While there are certainly some stews served on spaghetti which could also stand on their own (Cincinnati chili comes to mind), I wouldn’t describe any of those as “spaghetti sauce”. It’s not “spaghetti with stew-sauce”, it’s “stew served on spaghetti”.

Sure, I see your point. Depends on how expansive your definition for “spaghetti sauce” is.

My preferred way to eat pasta is plain, maybe with a little salt sprinkled on. Frankly, I only add sauce because I figure it’s healthier that way.

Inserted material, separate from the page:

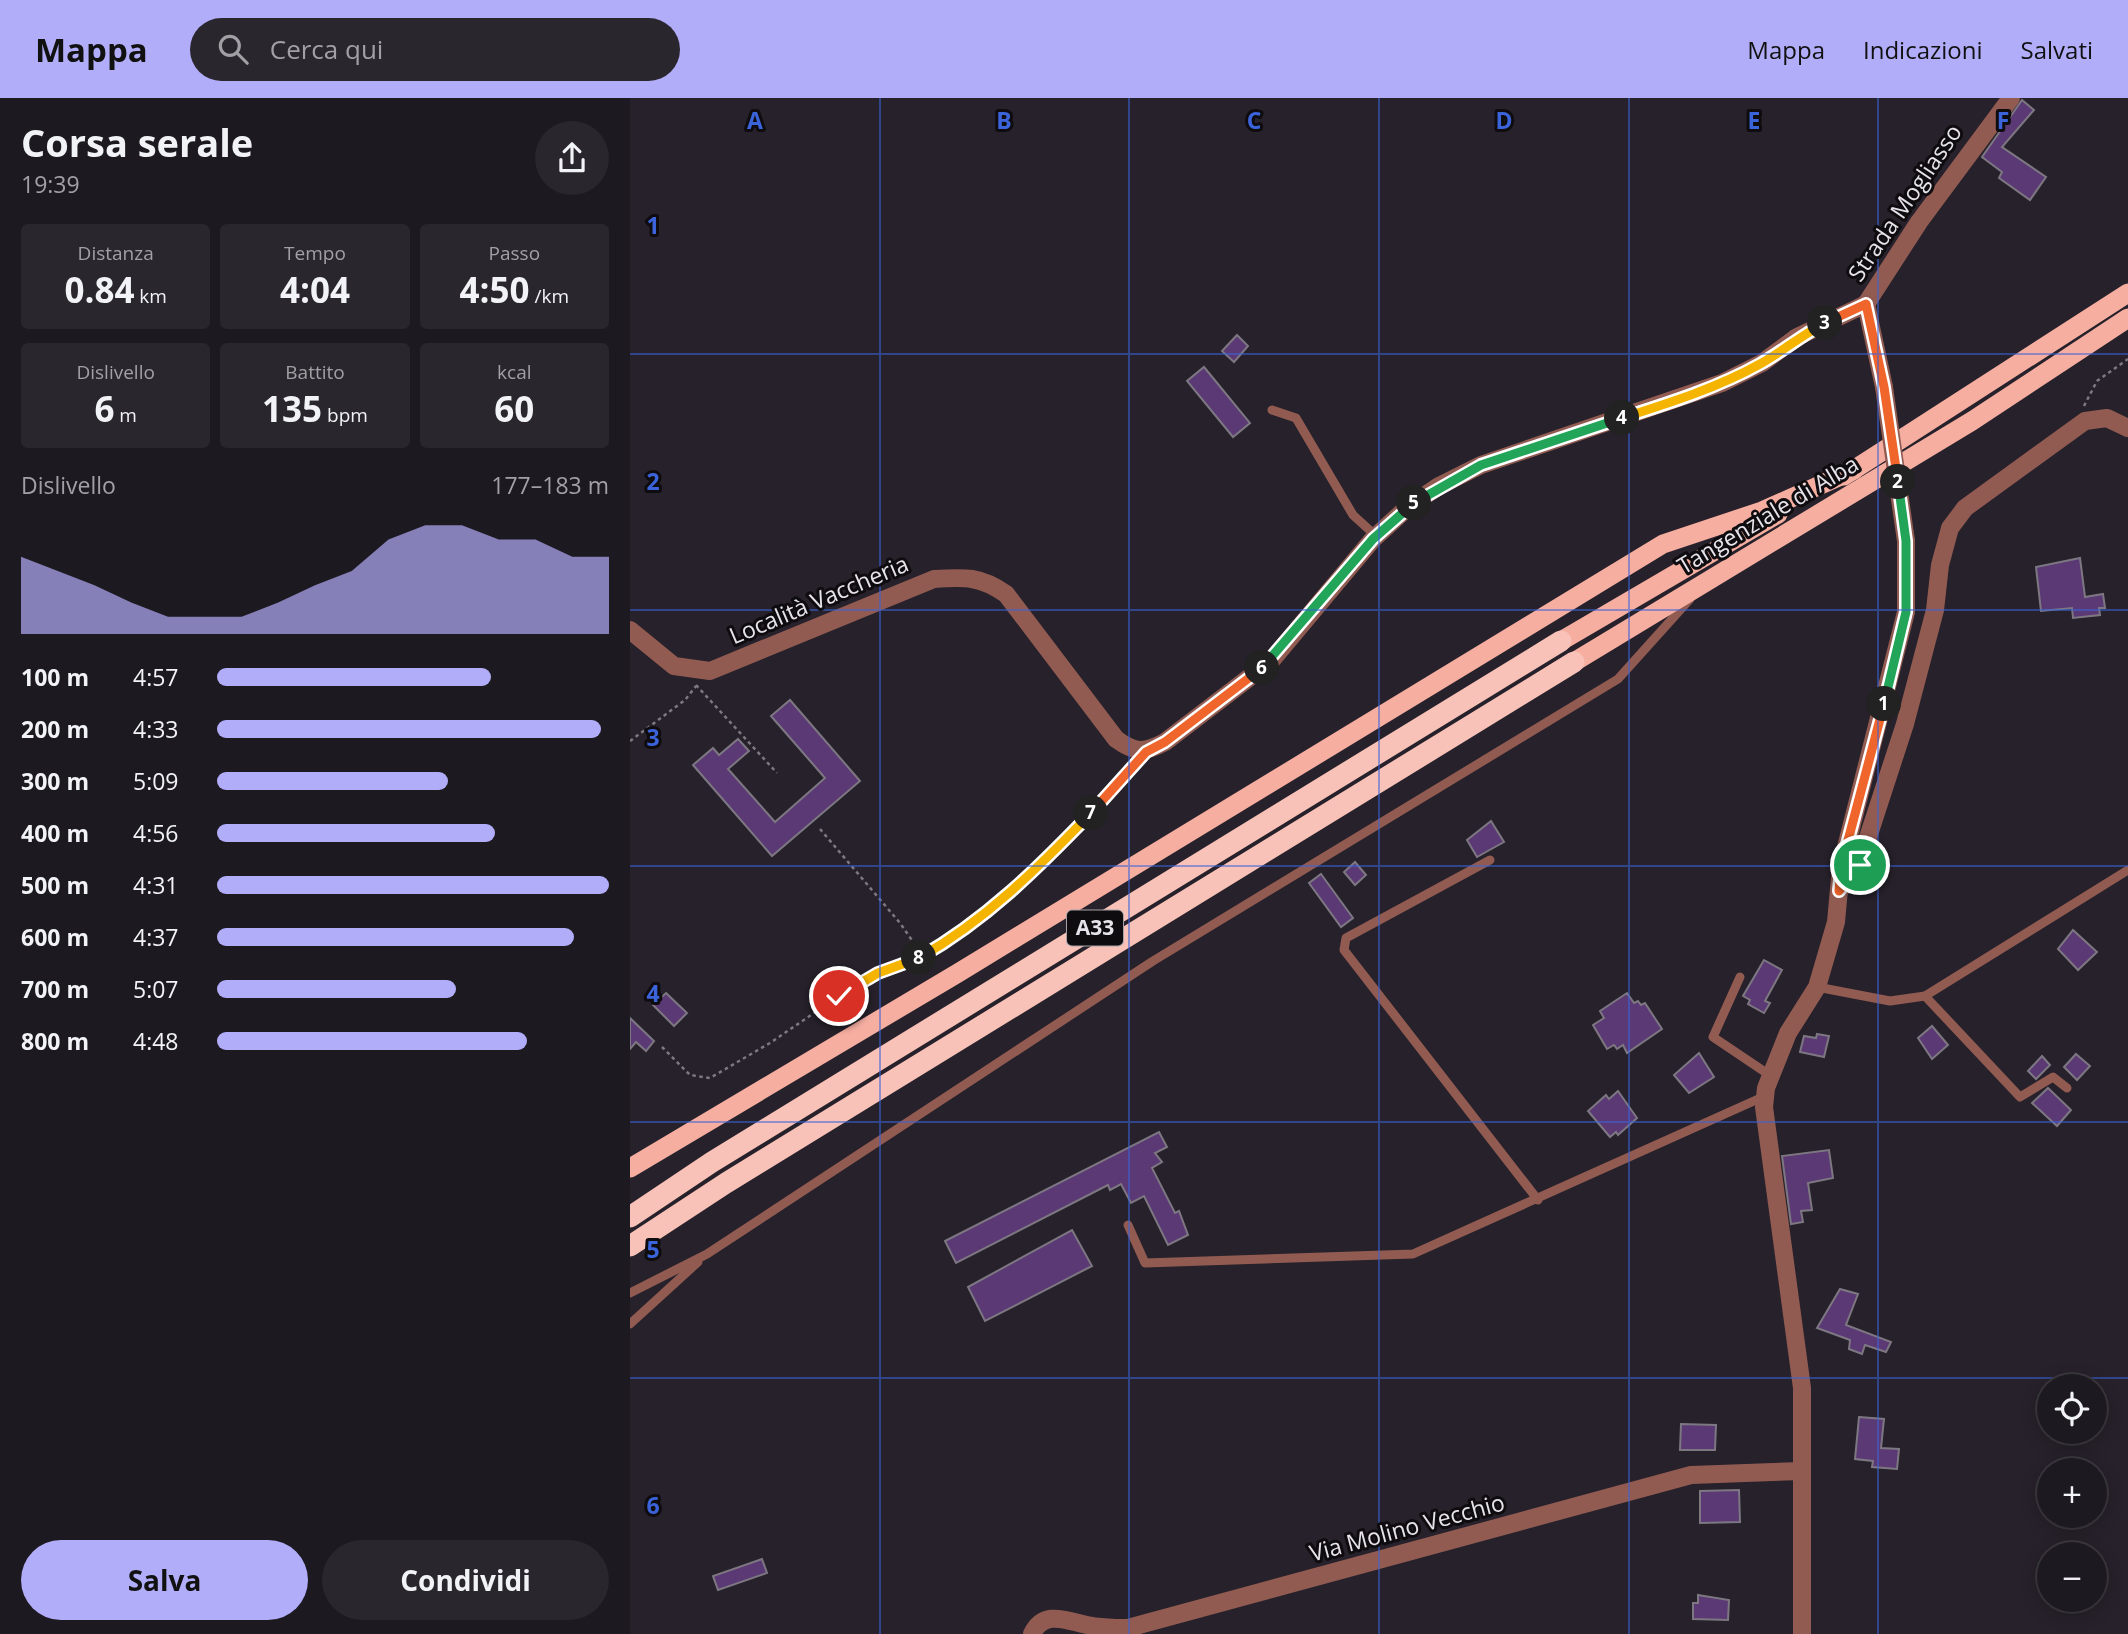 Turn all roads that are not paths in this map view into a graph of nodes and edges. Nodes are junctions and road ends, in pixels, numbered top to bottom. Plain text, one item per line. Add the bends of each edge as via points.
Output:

The sauce IS the meat! The meat IS the sauce!

The sauce must flow!!

When we make pasta for dinner, we make the pasta from scratch. We also make the sauce from scratch. The sauce simmers all day, the pasta takes hours to make. I cannot really say that one or the other is core.

Except when I make pasta con sarde (sauce has sardines/anchovies/capers/pine nuts). I love it, but my gf only tolerates it. I could eat it without pasta.

Me too. I use very little sauce. I don’t wan’t it to cover up the taste of the pasta.

The recipe I have for the above-mentioned sauce (or gravy, if you prefer) is an authentic old-country Italian meat sauce recipe. You can call it a stew if you wish, but it’s intended for pasta.

I hate dry or plain pasta, I had to ask for extra sauce for my spaghetti at that meatball house I was talkin’ about. everything was great but they seriously undersauced my pasta, which was my only complaint. But maybe it was a function of the dish- I had the chix parm and it was super crispy on top of the spaghetti and sauce, no sauce and mozz melted over… just a crispy cutlet sprinkled with a bit of fresh grated parm, so maybe they were trying to keep it from getting soggy?.. I don’t like it drenched but there wasn’t even enough to coat my spaghetti and give it a red cast.

I find that most pasta I get when I eat out is way oversauced, but, as I said above, I’m a pasta guy, and that’s how most people seem to like it (and the poll bears this out.) For me this or this is a “properly” sauced spaghetti, while this is way too much damned sauce. (Which is part of the reason I’m not a big fan of local favorite Maggiano’s.)